→ EXTRACTED INFORMATION:
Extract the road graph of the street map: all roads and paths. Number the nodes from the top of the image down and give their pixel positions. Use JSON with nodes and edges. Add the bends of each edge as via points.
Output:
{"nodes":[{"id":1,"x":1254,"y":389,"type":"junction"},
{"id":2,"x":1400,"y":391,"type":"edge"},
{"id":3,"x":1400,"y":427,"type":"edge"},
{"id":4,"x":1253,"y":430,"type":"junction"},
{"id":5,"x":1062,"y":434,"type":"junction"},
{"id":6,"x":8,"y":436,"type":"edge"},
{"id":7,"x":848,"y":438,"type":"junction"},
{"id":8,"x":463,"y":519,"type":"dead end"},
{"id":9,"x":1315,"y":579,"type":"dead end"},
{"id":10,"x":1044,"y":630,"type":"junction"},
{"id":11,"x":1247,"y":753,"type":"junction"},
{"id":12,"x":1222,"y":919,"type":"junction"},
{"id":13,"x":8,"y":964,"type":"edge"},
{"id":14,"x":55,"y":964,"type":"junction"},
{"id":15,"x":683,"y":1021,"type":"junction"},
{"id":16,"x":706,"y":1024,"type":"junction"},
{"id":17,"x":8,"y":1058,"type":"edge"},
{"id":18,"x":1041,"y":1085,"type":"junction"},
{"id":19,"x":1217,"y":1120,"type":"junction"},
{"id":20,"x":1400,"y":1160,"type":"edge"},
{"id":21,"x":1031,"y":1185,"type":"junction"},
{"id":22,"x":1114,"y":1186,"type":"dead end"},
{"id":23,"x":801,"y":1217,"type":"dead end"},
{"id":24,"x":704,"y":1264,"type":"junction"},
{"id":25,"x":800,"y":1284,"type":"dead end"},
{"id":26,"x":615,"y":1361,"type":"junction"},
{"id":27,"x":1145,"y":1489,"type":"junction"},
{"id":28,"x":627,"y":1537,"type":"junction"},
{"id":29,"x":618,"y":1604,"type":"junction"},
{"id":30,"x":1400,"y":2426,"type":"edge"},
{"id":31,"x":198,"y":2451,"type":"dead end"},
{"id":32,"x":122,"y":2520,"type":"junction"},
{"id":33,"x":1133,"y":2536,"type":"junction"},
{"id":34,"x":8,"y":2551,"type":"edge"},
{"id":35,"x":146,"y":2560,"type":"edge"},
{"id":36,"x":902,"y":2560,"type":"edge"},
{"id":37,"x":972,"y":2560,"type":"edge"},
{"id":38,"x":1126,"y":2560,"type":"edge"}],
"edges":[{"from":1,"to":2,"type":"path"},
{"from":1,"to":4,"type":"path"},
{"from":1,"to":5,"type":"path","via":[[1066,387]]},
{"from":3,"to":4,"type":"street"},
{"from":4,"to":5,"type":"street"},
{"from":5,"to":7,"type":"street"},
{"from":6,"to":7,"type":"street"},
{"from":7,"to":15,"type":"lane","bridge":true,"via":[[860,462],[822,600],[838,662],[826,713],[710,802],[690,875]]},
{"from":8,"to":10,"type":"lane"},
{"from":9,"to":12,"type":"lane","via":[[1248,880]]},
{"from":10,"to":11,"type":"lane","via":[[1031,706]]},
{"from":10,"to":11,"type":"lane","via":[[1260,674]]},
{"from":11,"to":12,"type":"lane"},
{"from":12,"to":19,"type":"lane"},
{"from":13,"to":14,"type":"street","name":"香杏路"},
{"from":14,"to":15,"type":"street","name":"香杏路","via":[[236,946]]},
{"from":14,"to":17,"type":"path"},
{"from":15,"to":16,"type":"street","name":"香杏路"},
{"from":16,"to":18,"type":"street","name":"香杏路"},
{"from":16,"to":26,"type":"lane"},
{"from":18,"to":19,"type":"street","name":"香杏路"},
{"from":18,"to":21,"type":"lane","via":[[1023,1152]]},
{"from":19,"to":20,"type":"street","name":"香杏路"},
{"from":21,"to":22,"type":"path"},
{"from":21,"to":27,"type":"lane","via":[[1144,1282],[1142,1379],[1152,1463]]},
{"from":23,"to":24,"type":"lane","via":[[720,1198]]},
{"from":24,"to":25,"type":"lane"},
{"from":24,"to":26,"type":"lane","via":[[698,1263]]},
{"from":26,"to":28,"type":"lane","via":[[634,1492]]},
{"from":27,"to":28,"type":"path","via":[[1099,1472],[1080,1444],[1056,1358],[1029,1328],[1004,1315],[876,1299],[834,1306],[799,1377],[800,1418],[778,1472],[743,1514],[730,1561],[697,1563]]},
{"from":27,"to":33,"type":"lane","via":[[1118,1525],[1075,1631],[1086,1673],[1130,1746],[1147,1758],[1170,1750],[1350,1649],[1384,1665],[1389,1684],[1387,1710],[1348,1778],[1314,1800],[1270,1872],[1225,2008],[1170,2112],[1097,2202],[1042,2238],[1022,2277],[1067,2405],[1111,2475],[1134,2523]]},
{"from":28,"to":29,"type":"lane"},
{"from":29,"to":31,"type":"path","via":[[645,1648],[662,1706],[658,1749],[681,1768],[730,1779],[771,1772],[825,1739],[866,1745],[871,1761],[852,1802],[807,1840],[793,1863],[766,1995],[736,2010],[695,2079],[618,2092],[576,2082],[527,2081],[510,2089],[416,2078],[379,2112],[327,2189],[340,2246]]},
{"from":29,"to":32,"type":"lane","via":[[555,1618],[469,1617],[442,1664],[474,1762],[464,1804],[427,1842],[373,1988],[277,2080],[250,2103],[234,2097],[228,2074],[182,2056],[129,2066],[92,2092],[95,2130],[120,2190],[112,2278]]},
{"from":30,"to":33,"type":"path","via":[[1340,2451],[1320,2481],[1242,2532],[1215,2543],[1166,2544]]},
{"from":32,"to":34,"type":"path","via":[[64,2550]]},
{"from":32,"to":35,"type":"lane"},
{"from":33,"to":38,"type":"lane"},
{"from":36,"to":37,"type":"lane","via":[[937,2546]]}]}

→ WHAT NEEDS TO BE DONE: For the word "name", find all matching lines in the entries above and copy them out.

→ SOLUTION FOR THIS PROBLEM:
{"from":13,"to":14,"type":"street","name":"香杏路"},
{"from":14,"to":15,"type":"street","name":"香杏路","via":[[236,946]]},
{"from":15,"to":16,"type":"street","name":"香杏路"},
{"from":16,"to":18,"type":"street","name":"香杏路"},
{"from":18,"to":19,"type":"street","name":"香杏路"},
{"from":19,"to":20,"type":"street","name":"香杏路"},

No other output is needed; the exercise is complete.